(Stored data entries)
-*-*-
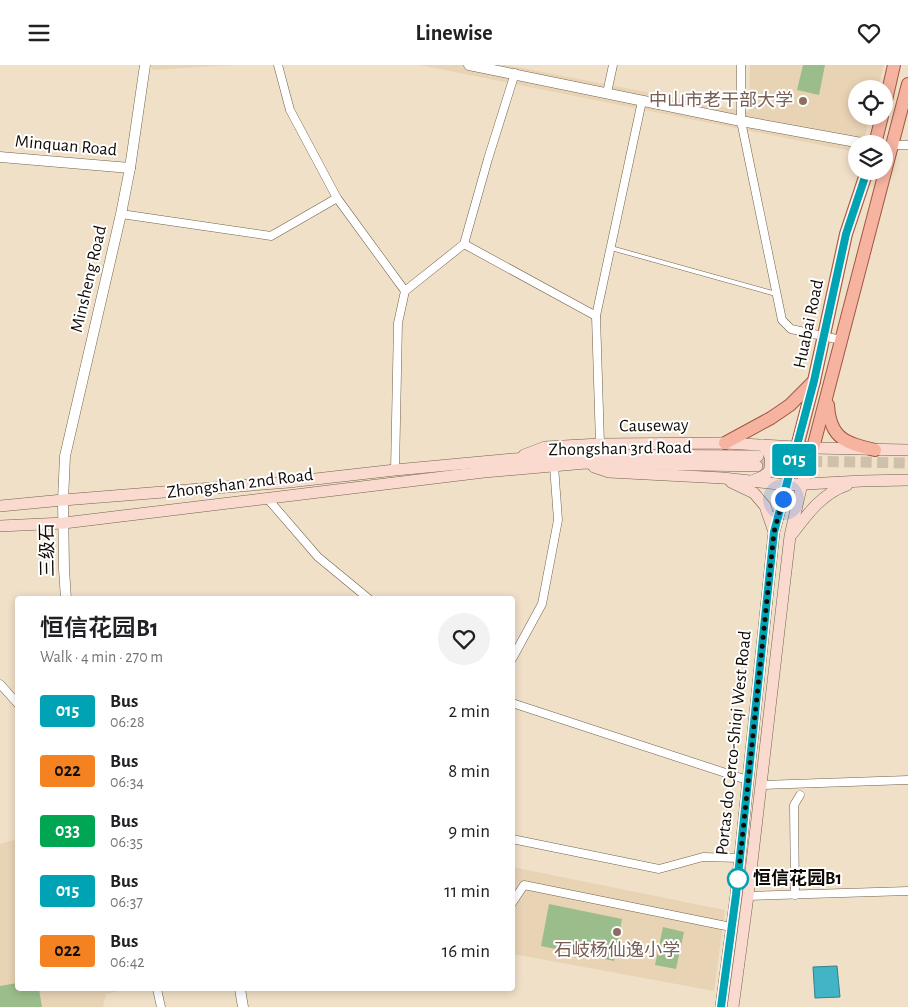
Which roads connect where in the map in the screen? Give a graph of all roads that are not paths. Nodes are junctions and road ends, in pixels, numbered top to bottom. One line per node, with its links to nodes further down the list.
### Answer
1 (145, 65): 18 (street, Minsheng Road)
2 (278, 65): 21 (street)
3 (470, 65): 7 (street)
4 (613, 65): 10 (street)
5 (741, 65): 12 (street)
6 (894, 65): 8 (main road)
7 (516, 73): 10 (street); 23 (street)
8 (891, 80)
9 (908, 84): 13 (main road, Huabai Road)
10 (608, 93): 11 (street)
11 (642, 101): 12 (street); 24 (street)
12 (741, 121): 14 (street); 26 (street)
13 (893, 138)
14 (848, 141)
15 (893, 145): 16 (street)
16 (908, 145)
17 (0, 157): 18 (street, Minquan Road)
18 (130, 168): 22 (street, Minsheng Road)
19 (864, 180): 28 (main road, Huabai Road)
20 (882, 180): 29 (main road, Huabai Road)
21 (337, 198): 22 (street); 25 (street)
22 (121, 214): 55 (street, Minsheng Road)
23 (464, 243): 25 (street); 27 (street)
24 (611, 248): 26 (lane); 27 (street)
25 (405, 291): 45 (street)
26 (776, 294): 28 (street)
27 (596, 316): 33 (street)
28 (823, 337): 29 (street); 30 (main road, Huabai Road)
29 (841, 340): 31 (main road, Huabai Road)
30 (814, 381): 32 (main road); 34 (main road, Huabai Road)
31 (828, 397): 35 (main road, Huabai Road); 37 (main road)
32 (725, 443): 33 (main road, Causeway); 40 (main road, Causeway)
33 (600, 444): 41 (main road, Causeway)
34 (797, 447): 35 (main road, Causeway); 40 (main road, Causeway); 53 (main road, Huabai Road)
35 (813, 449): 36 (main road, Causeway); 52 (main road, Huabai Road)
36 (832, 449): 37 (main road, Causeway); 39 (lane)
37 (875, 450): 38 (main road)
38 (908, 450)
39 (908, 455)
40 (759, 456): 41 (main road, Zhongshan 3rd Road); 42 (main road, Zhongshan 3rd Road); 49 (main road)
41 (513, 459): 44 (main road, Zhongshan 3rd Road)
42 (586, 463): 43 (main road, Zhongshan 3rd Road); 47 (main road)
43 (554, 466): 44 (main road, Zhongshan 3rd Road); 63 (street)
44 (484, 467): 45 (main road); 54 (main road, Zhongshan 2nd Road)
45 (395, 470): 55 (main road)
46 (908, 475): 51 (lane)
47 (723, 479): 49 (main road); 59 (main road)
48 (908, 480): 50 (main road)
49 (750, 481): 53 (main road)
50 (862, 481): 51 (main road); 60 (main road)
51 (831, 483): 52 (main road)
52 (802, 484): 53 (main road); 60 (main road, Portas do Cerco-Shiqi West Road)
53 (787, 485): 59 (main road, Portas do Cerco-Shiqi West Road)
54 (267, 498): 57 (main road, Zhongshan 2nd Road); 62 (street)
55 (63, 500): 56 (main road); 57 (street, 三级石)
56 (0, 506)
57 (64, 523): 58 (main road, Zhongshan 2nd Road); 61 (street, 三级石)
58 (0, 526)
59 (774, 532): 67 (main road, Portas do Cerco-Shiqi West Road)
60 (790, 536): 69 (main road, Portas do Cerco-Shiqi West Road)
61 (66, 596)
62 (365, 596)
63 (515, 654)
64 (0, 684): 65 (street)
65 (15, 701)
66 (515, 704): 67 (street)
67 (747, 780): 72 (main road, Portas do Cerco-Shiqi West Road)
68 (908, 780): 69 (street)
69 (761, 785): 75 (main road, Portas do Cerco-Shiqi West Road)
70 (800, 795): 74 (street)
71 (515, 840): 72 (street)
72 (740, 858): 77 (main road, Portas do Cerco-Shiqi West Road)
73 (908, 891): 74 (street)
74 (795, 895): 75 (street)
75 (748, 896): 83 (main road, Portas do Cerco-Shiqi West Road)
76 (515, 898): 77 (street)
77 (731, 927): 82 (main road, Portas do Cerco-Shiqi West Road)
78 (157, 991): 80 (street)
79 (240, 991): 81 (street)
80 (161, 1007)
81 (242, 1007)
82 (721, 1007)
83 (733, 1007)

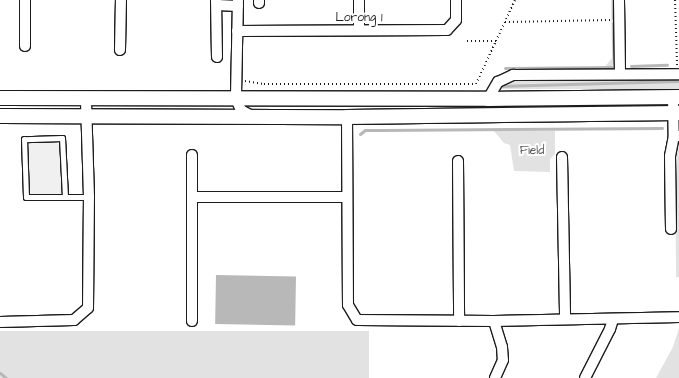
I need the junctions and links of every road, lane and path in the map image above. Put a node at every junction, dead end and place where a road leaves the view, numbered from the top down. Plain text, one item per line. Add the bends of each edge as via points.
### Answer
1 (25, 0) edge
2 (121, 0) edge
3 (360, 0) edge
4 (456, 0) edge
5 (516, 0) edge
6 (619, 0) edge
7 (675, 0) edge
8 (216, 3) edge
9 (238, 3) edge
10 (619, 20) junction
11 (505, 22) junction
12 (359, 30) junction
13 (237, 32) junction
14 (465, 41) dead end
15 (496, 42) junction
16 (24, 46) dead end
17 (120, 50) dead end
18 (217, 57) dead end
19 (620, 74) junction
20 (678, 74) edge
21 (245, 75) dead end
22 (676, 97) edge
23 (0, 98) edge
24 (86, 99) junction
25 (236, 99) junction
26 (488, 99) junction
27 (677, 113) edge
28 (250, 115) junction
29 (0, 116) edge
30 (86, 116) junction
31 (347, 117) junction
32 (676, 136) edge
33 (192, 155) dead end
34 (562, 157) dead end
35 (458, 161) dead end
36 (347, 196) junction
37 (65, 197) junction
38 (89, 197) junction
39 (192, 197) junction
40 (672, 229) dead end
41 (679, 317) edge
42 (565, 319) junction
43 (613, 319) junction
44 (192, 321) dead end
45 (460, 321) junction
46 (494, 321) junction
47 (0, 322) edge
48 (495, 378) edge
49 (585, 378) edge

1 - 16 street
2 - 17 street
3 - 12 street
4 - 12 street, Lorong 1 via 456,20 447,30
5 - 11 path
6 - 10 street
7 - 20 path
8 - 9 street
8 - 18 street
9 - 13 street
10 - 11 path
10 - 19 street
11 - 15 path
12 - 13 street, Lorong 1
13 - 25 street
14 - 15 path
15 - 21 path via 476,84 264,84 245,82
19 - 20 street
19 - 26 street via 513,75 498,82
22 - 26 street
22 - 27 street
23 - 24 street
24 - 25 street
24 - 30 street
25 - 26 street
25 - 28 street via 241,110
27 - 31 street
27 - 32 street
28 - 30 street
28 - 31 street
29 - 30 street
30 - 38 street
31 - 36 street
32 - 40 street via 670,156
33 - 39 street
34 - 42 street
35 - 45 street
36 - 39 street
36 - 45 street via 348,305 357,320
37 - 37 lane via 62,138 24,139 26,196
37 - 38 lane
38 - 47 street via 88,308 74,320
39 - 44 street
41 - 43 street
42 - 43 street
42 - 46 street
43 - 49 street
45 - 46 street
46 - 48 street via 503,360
-*-*-
How to complete this task: Filter the data down to the lines that contain the string "Lorong", and copy them.

Answer area:
4 - 12 street, Lorong 1 via 456,20 447,30
12 - 13 street, Lorong 1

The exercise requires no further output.